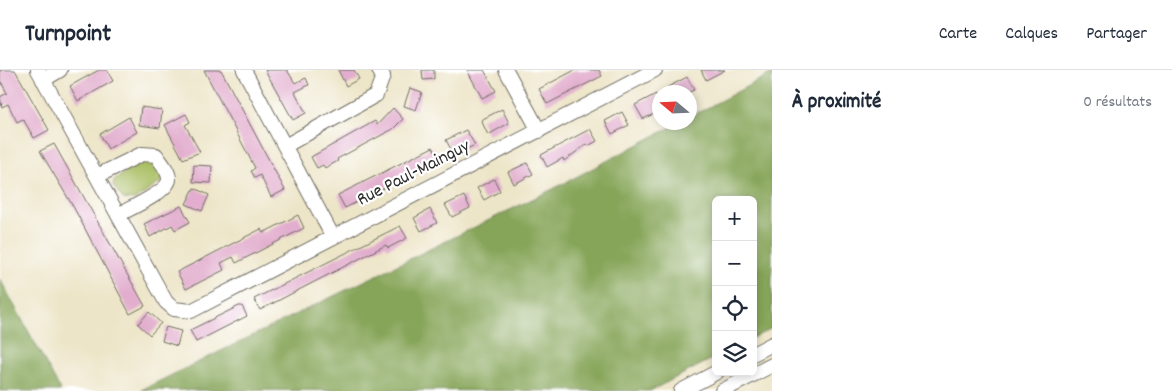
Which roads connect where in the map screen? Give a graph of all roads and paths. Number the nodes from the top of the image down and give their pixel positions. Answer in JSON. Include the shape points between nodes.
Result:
{"nodes":[{"id":1,"x":60,"y":70,"type":"edge"},
{"id":2,"x":244,"y":70,"type":"edge"},
{"id":3,"x":380,"y":70,"type":"edge"},
{"id":4,"x":506,"y":70,"type":"edge"},
{"id":5,"x":655,"y":70,"type":"edge"},
{"id":6,"x":41,"y":75,"type":"edge"},
{"id":7,"x":539,"y":131,"type":"junction"},
{"id":8,"x":285,"y":146,"type":"junction"},
{"id":9,"x":97,"y":176,"type":"junction"},
{"id":10,"x":118,"y":215,"type":"junction"},
{"id":11,"x":333,"y":237,"type":"junction"},
{"id":12,"x":772,"y":344,"type":"edge"},
{"id":13,"x":757,"y":352,"type":"edge"},
{"id":14,"x":772,"y":365,"type":"edge"},
{"id":15,"x":712,"y":375,"type":"edge"},
{"id":16,"x":681,"y":391,"type":"edge"},
{"id":17,"x":722,"y":391,"type":"edge"}],
"edges":[{"from":1,"to":6,"type":"street"},
{"from":2,"to":8,"type":"street"},
{"from":3,"to":8,"type":"street","via":[[383,76],[376,95]]},
{"from":4,"to":7,"type":"street"},
{"from":5,"to":7,"type":"street","name":"Rue Paul-Mainguy"},
{"from":6,"to":9,"type":"street"},
{"from":7,"to":11,"type":"street","name":"Rue Paul-Mainguy"},
{"from":8,"to":11,"type":"street"},
{"from":9,"to":10,"type":"street"},
{"from":9,"to":10,"type":"street","via":[[149,153],[156,155],[168,173],[169,181],[165,188]]},
{"from":10,"to":11,"type":"street","name":"Rue Paul-Mainguy","via":[[166,302],[174,309],[191,311]]},
{"from":12,"to":13,"type":"street"},
{"from":14,"to":17,"type":"street"},
{"from":15,"to":16,"type":"street"}]}
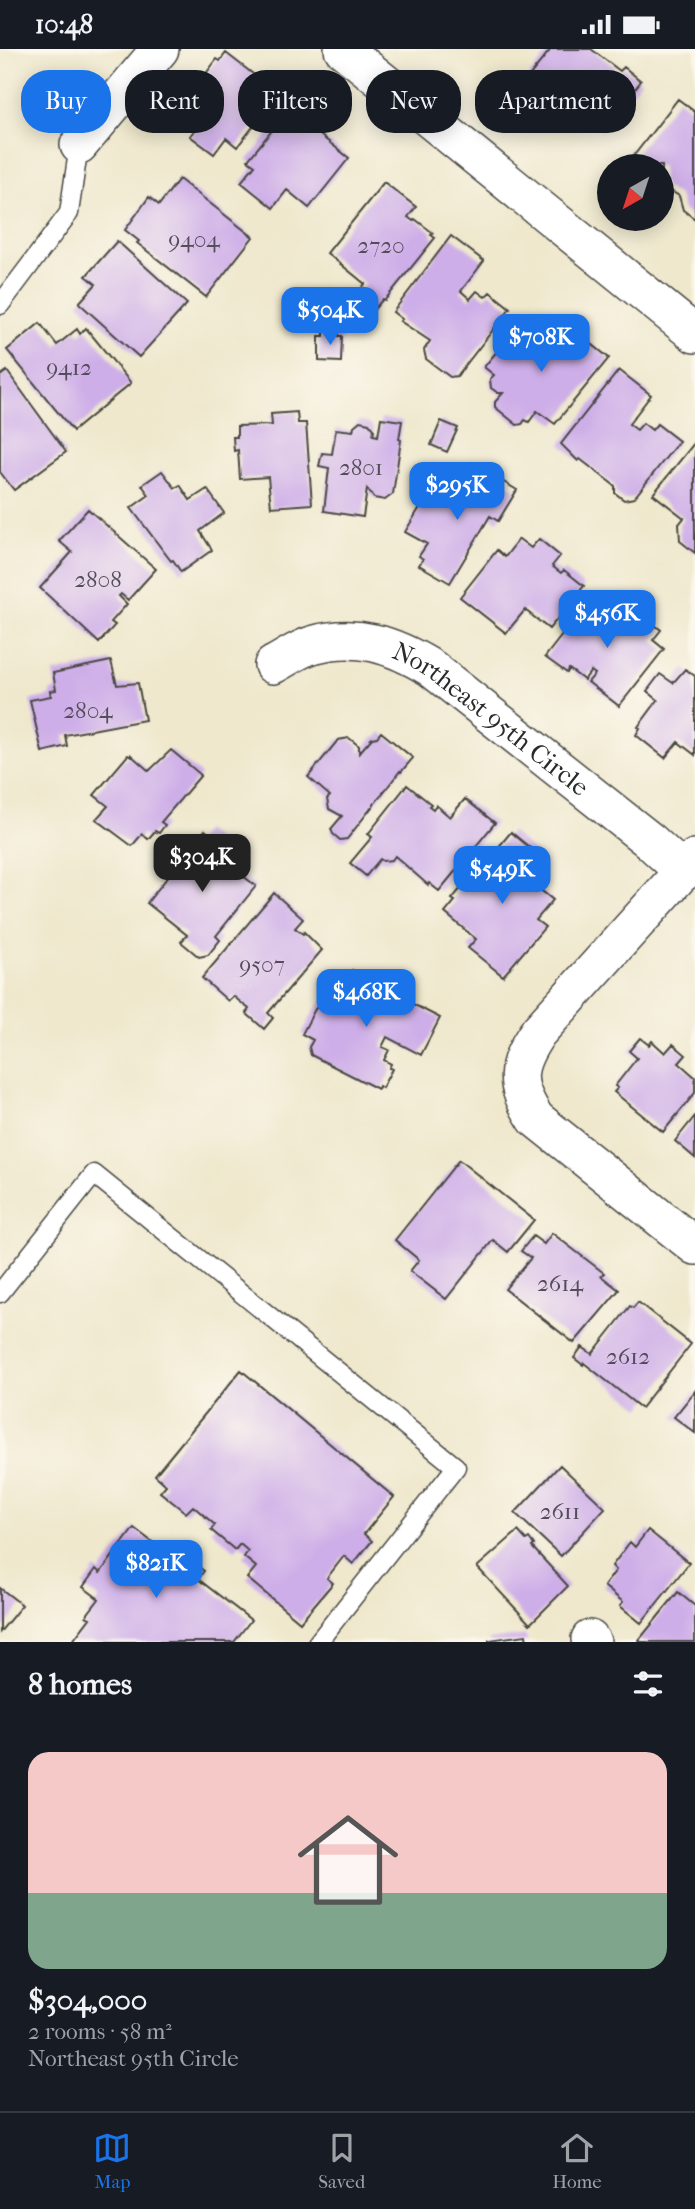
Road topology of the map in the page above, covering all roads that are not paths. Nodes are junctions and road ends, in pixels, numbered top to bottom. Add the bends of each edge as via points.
1 (160, 49) edge
2 (344, 49) edge
3 (79, 145) joint
4 (0, 305) edge
5 (695, 334) edge
6 (272, 665) dead end
7 (689, 865) edge
8 (695, 1246) edge
9 (0, 1293) edge
10 (318, 1642) edge

1 - 3 street
2 - 5 street
3 - 4 lane via 69,213
6 - 7 street, Northeast 95th Circle via 310,646 341,640 373,642 404,652 650,841
7 - 8 street via 538,1032 519,1065 518,1081 536,1119
9 - 10 lane via 94,1174 456,1467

● **PROBLEM TO SOLVE**
A verbatim copy of the records above, without pictures, is required.

● **RESULT OF THIS EXERCISE**
Which roads connect where in the map screen? Give a graph of all roads and paths. Number the nodes from the top of the image down and give their pixel positions. Answer in JSON. Include the shape points between nodes.
Result:
{"nodes":[{"id":1,"x":60,"y":70,"type":"edge"},
{"id":2,"x":244,"y":70,"type":"edge"},
{"id":3,"x":380,"y":70,"type":"edge"},
{"id":4,"x":506,"y":70,"type":"edge"},
{"id":5,"x":655,"y":70,"type":"edge"},
{"id":6,"x":41,"y":75,"type":"edge"},
{"id":7,"x":539,"y":131,"type":"junction"},
{"id":8,"x":285,"y":146,"type":"junction"},
{"id":9,"x":97,"y":176,"type":"junction"},
{"id":10,"x":118,"y":215,"type":"junction"},
{"id":11,"x":333,"y":237,"type":"junction"},
{"id":12,"x":772,"y":344,"type":"edge"},
{"id":13,"x":757,"y":352,"type":"edge"},
{"id":14,"x":772,"y":365,"type":"edge"},
{"id":15,"x":712,"y":375,"type":"edge"},
{"id":16,"x":681,"y":391,"type":"edge"},
{"id":17,"x":722,"y":391,"type":"edge"}],
"edges":[{"from":1,"to":6,"type":"street"},
{"from":2,"to":8,"type":"street"},
{"from":3,"to":8,"type":"street","via":[[383,76],[376,95]]},
{"from":4,"to":7,"type":"street"},
{"from":5,"to":7,"type":"street","name":"Rue Paul-Mainguy"},
{"from":6,"to":9,"type":"street"},
{"from":7,"to":11,"type":"street","name":"Rue Paul-Mainguy"},
{"from":8,"to":11,"type":"street"},
{"from":9,"to":10,"type":"street"},
{"from":9,"to":10,"type":"street","via":[[149,153],[156,155],[168,173],[169,181],[165,188]]},
{"from":10,"to":11,"type":"street","name":"Rue Paul-Mainguy","via":[[166,302],[174,309],[191,311]]},
{"from":12,"to":13,"type":"street"},
{"from":14,"to":17,"type":"street"},
{"from":15,"to":16,"type":"street"}]}
Road topology of the map in the page above, covering all roads that are not paths. Nodes are junctions and road ends, in pixels, numbered top to bottom. Add the bends of each edge as via points.
1 (160, 49) edge
2 (344, 49) edge
3 (79, 145) joint
4 (0, 305) edge
5 (695, 334) edge
6 (272, 665) dead end
7 (689, 865) edge
8 (695, 1246) edge
9 (0, 1293) edge
10 (318, 1642) edge

1 - 3 street
2 - 5 street
3 - 4 lane via 69,213
6 - 7 street, Northeast 95th Circle via 310,646 341,640 373,642 404,652 650,841
7 - 8 street via 538,1032 519,1065 518,1081 536,1119
9 - 10 lane via 94,1174 456,1467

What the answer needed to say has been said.